L'AMULETTE DU TEMPS

By Elyë lundi, décembre 28, 2015 ,

On entend souvent dire qu'un auteur écrit pour lui-même, pas pour faire plaisir à son lectorat. C'est un fait, j'écris ce qu'il me plaît d'écrire, je suis incapable de le faire sur commande. Cela étant, quel plaisir également de le faire tout en sachant que quelqu'un quelque part lit régulièrement vos textes, et mieux, les apprécie généralement ! 

Le Jorian dont il est question ici existe réellement dans la vie, et c'est un magicien, un magicien de l'encouragement et du soutien. Alors pour te remercier, Jo, je te propose une incursion dans L'Ombre-Éclair, au cours d'un petit drabble de Noël peut-être plus important qu'il n'y paraît...

Crédits : SofieCFriis

Lorsqu’il émergea avec précaution du quartier des apprentis situé dans les anciennes cryptes de la forteresse, Victor resta planté de longues secondes en haut des marches qui remontaient du sous-sol. La première neige de la saison était tombée pendant la nuit, et elle recouvrait tout d’une nappe banche et immaculée. A sa plus grande joie, nul ne s'était encore aventuré dans la cour du château. Il allait être le premier à violer l'étendue neigeuse en se laissant tomber en arrière et en battant des bras pour y dessiner une cohorte d'angelots. Le soleil levant se reflétait sur la neige en un million de minuscules étoiles, qui le faisaient plisser des yeux mais aussi sourire tout grand comme un benêt.

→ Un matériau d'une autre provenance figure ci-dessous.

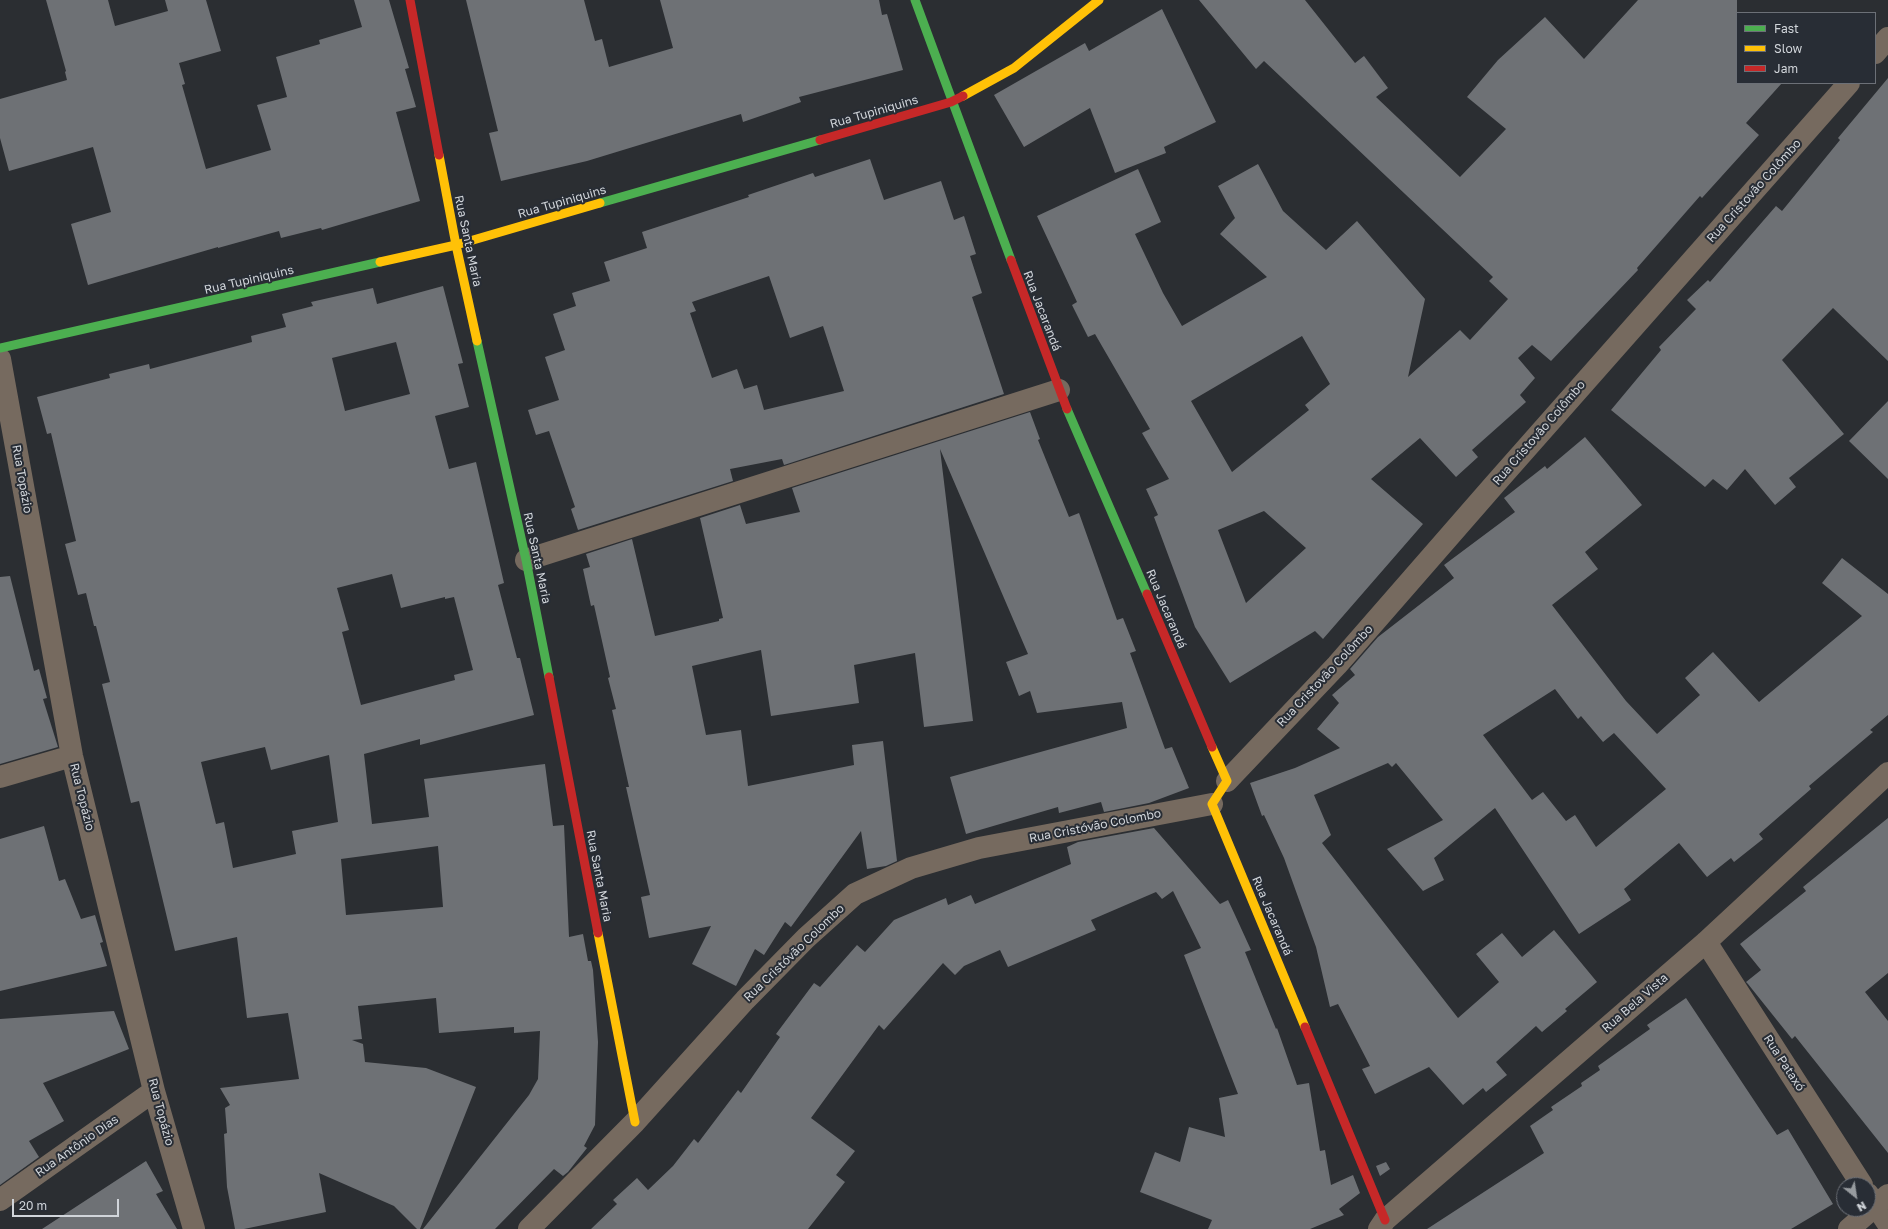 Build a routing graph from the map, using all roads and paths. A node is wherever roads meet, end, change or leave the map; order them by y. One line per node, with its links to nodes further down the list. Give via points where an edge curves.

Cela faisait maintenant plusieurs mois que Victor avait été amené à Lune-Rousse, sur les terres du Seigneur de Malgan. Grâce à Cody, devenu son plus cher ami en ces lieux, il ne s'y trouvait pas complètement malheureux, mais sa mère lui manquait, surtout à l'approche de la fête de la nativité, et les journées d'étude auprès de Maître Épacius lui paraissaient souvent bien longues. La vision féerique qui s'offrit à lui ce jour-là lui fit pourtant tout oublier. Un grand sourire plaqué sur le visage, il s'avança jusqu'au centre de la cour à grands pas précautionneux. Il tourna sur lui-même pour déterminer la meilleure orientation, puis se laissa tomber en arrière de tout son long, et agita les bras de haut en bas avec un petit rire ravi.

C'est au moment où il se relevait pour admirer le résultat de ses efforts que la chaînette lui glissa entre les doigts. Étonné, il la retint juste avant qu’elle ne lui échappe et n’aille s’enfoncer dans la neige. Ignorant ses vêtements trempés et ses fesses en train de congeler, il éleva l’objet au niveau de ses yeux avec curiosité. Le pendentif avait la forme d’une tige d’or souple de laquelle pendaient sept lanières de fil d'or également. De plus en plus intrigué, il jeta un coup d’œil à la ronde, à la recherche du propriétaire de ce magnifique objet. A moins que, sa convoitise attisée, ce ne soit pour s’assurer que nul n’ait assisté à la scène ?

De son autre main, il manipula doucement les sept brins, les faisant rouler entre son pouce et son index, et s’interrogeant sur la conduite à tenir. La raison lui dictait de remettre ce trésor à Maître Épacius, lequel se chargerait de retrouver son propriétaire et de le lui rendre. Peut-être même Victor aurait-il droit à une récompense pour avoir aidé à remettre la main dessus ? C’était une possibilité. Malheureusement, il y en avait une autre, et cette dernière consistait tout simplement à taire sa découverte pour pouvoir conserver sa trouvaille. Seulement si quelqu’un s’apercevait jamais qu’un tel objet était en sa possession, cela barderait pour l’apprenti.

Peu à peu, tout en réfléchissant, il avait démêlé les sept fils d’or et parcourait le dernier de ses doigts, sur toute sa longueur, lorsqu’un éclat de lumière lui fit brusquement fermer les yeux, ébloui. Lorsqu’il les rouvrit, ce fut pour découvrir que le décor autour de lui s’était métamorphosé. Il se trouvait dans une pièce ronde qui avait tout l'air d'être située au sommet d'une tour. La nuit était tombée, et à travers de nombreuses ouvertures séparées par des colonnes de marbre, il pouvait voir les étoiles briller haut dans le ciel. De simples tentures de velours rouge protégeaient habituellement les occupants du froid, mais elles avaient été relevées, laissant place au long nez cuivré de télescopes sur pieds. Malgré la chiche lumière dispensée par les chandeliers, on pouvait voir clairement que la pièce était encombrée d'un capharnaüm indescriptible. Jarres débordant de parchemins, sabliers en tous genres, planisphère en noyer, cerceaux métalliques... Il était clair qu'un inventeur occupait les lieux.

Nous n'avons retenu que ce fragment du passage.